Heart..PLS STAHP Posted July 9, 2016 Posted July 9, 2016 But how one can move on so fast and another ( me ) just keeps on rolling the reel back and forth ? You need to realize that people are different. Some may move on fast others move on slowly. It may not mean she moved on completely but enough to be with someone else. If you love her so much want her to be happy. I know it's a tough call to want her to be happy with someone else beside you but I always tend to look in the bigger picture. I want people to be happy it's who I am. I want the people I loved to be happy and if it means them to be with someone else then so be it. Who am I to stop them? Also it is always hard to look them move on so fast but like I said people move on differently. Stop fixating on that and having these thoughts they are destroying you. Instead focus on the good things in life. Part of being frightened is that you may no longer find a suitable mate. I myself live with that every day. I think after my ex I won't be able to find anyone.. may or may not it's not productive for me to ponder over. I just keep on living because with a healthy lifestyle and a smile on my face I'm sure I can attract the proper person for me You should do the same! 1
juniorrocha Posted July 10, 2016 Posted July 10, 2016 But how one can move on so fast and another ( me ) just keeps on rolling the reel back and forth ? She could've checked out of the relationship way before the actual break up. She may still love you, but deep inside she knows it's not going to work. There are many possibilities. The best you can do is: don't analyse it. Also, people have different reactions towards break ups. You know, everyone is different. Accepting that will make it easier. Sometimes you'll wonder whether they're in a new relationship, or kissing/having sex with randoms, or doing things you thought they never would... but the best you can do is cut off any source of information regarding their lives, so it remains unknown what they're up to, and therefore you won't hurt as much. Let her go. If she really loved you, she would be with you now. But she isn't. Put that in your mind as a way to understand that you need someone who really loves you. And you'll find that someone eventually.

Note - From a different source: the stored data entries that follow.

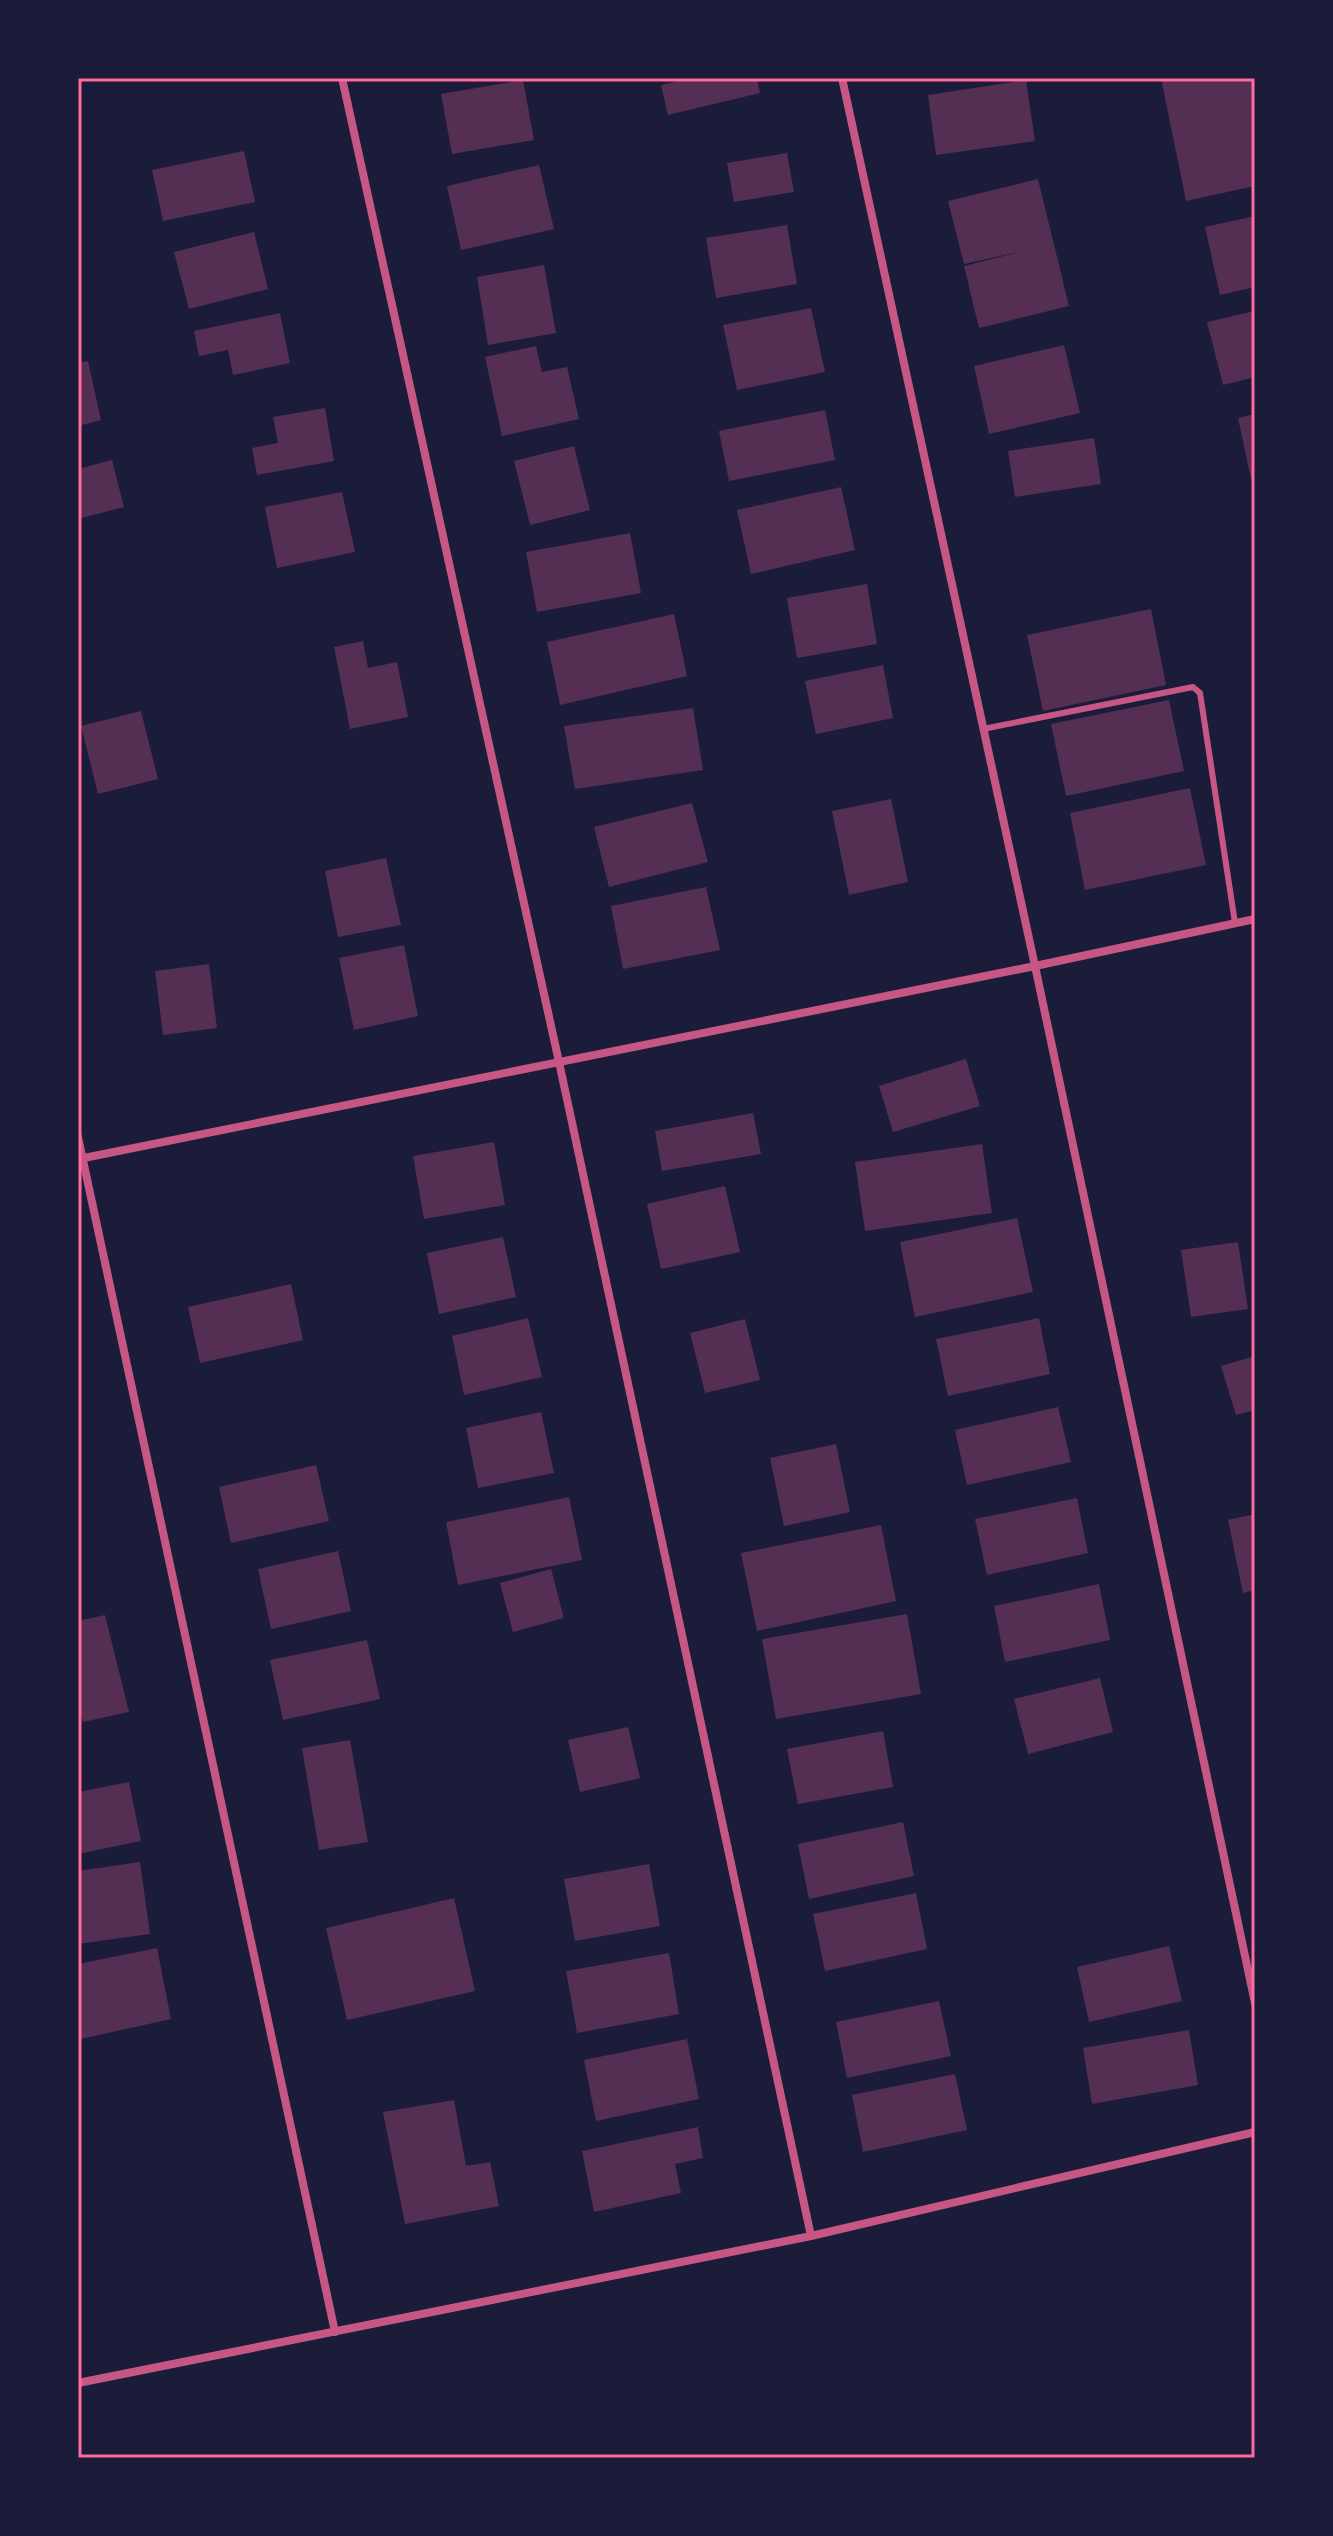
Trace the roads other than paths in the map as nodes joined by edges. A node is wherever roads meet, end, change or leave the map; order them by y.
1 (342, 78) edge
2 (842, 78) edge
3 (983, 729) junction
4 (1255, 919) edge
5 (1235, 923) junction
6 (1035, 966) junction
7 (559, 1062) junction
8 (78, 1137) edge
9 (80, 1159) edge
10 (1255, 2003) edge
11 (1255, 2132) edge
12 (811, 2236) junction
13 (335, 2332) junction
14 (78, 2383) edge

1 - 7 street
2 - 3 street
3 - 5 lane
3 - 6 street
4 - 5 street
5 - 6 street
6 - 7 street
6 - 10 street
7 - 9 street
7 - 12 street
8 - 9 street
9 - 13 street
11 - 12 street
12 - 13 street
13 - 14 street

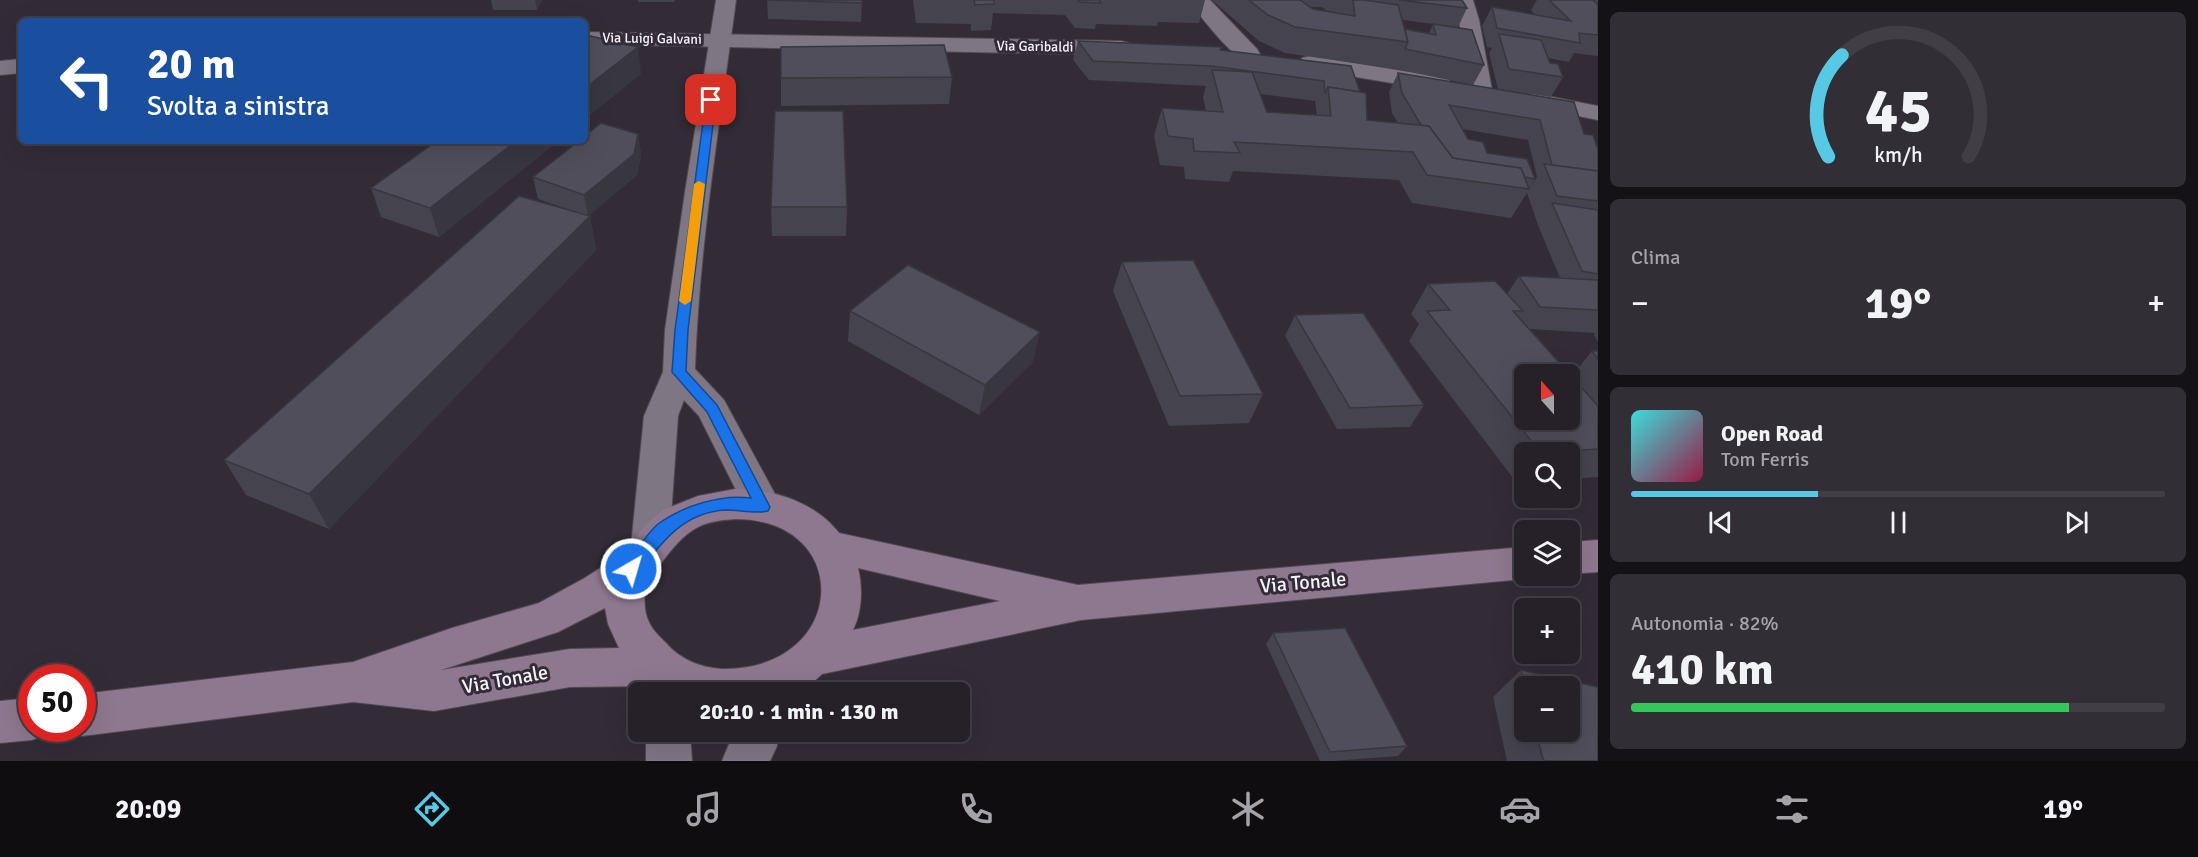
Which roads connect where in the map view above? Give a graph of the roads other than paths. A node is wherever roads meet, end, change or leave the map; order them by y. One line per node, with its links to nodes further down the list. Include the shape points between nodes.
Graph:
1 (726, 0): 5 (street)
2 (1199, 0): 8 (street)
3 (1466, 10): 11 (street)
4 (588, 38): 5 (street, Via Luigi Galvani)
5 (719, 39): 6 (street, Via Garibaldi); 13 (street, via 681,330)
6 (1140, 49)
7 (1219, 52): 8 (street)
8 (1249, 54): 11 (street)
9 (18, 66): 10 (street)
10 (0, 68)
11 (1498, 94): 12 (street)
12 (1598, 113)
13 (679, 372): 14 (street, via 712,409); 17 (street, via 661,416)
14 (763, 507): 15 (main road, Via Tonale, via 806,524); 17 (main road, Via Tonale, via 721,504 687,515 662,530)
15 (829, 547): 20 (main road, Via Tonale); 21 (main road, Via Tonale, via 838,566 843,597 835,627)
16 (1598, 556): 18 (main road)
17 (640, 557): 22 (main road, Via Tonale, via 625,601 627,621 642,652); 23 (main road, Via Tonale, via 561,612)
18 (1580, 557)
19 (1514, 563): 20 (main road, Via Tonale)
20 (1081, 602): 21 (main road, Via Tonale)
21 (814, 657): 25 (main road, Via Tonale)
22 (663, 677): 23 (main road, Via Tonale, via 570,668 434,691); 24 (main road, Via Tonale)
23 (353, 682): 26 (main road, Via Tonale)
24 (682, 682)
25 (777, 682)
26 (96, 713)
27 (18, 720): 28 (main road)
28 (0, 722)
29 (668, 742): 31 (street)
30 (755, 742): 32 (street)
31 (669, 761)
32 (745, 761)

PracticalGrit617 Posted July 15, 2016 Posted July 15, 2016 Hi Eagleowl, I read your story and it's good to hear that you're making decisions to move forward. You're grieving, and there's nothing wrong with that. However, now you're wrestling, as you said, with the crumb of hope. That's the trap, the endless cycle of "what if" and "maybe now." You've heard from her sister, and you heard from your ex. Deep down you know what the answer is. But it's tough to accept. Before you can focus on yourself, you need to make peace with this situation. Have you ever written a red letter? Write your ex a letter, being completely honest with how she made you feel. Get all the ugly out. You don't actually send it to her, but it allows you the freedom of addressing her and your pain with the truth. Marriage is a partnership based on commitment, trust, respect and communication (to name a few). "Love" is a feeling, it comes and goes. I've learned to love people for who they are, not who I want them to be. I trust this will serve as a foundation for your next relationship. When you meet someone who you believe is someone you want to marry, I suggest speaking with a counselor. The best part is that you can speak to someone on your own and as a couple. A marriage counselor can help you navigate, avoid and confront hidden pitfalls. Keep going strong! I have no doubt that healing is within your grasp. But do yourself a favor, don't pick the scab. Give yourself a clean break by cleaning house. And know that I'm praying for your heart to heal.